▶ Work instruction
Scan the records and identify every line in which the string "junction" occurs, then return those lines.
____
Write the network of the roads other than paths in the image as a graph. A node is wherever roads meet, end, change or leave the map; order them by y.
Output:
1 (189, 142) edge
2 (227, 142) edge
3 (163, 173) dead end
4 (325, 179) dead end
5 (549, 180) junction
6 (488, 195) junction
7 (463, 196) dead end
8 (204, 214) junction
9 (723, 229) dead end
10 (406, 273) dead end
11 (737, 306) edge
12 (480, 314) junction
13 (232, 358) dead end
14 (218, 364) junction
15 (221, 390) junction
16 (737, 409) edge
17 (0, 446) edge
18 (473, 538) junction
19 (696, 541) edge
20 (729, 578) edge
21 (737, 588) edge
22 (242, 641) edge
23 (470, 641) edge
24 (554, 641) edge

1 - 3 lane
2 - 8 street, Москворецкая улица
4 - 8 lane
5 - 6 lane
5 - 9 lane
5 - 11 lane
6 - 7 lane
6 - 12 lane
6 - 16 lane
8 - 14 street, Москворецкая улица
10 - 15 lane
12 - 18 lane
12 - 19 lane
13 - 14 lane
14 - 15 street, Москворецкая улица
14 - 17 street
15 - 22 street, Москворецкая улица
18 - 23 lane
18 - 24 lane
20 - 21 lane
____
▶ Finished task
5 (549, 180) junction
6 (488, 195) junction
8 (204, 214) junction
12 (480, 314) junction
14 (218, 364) junction
15 (221, 390) junction
18 (473, 538) junction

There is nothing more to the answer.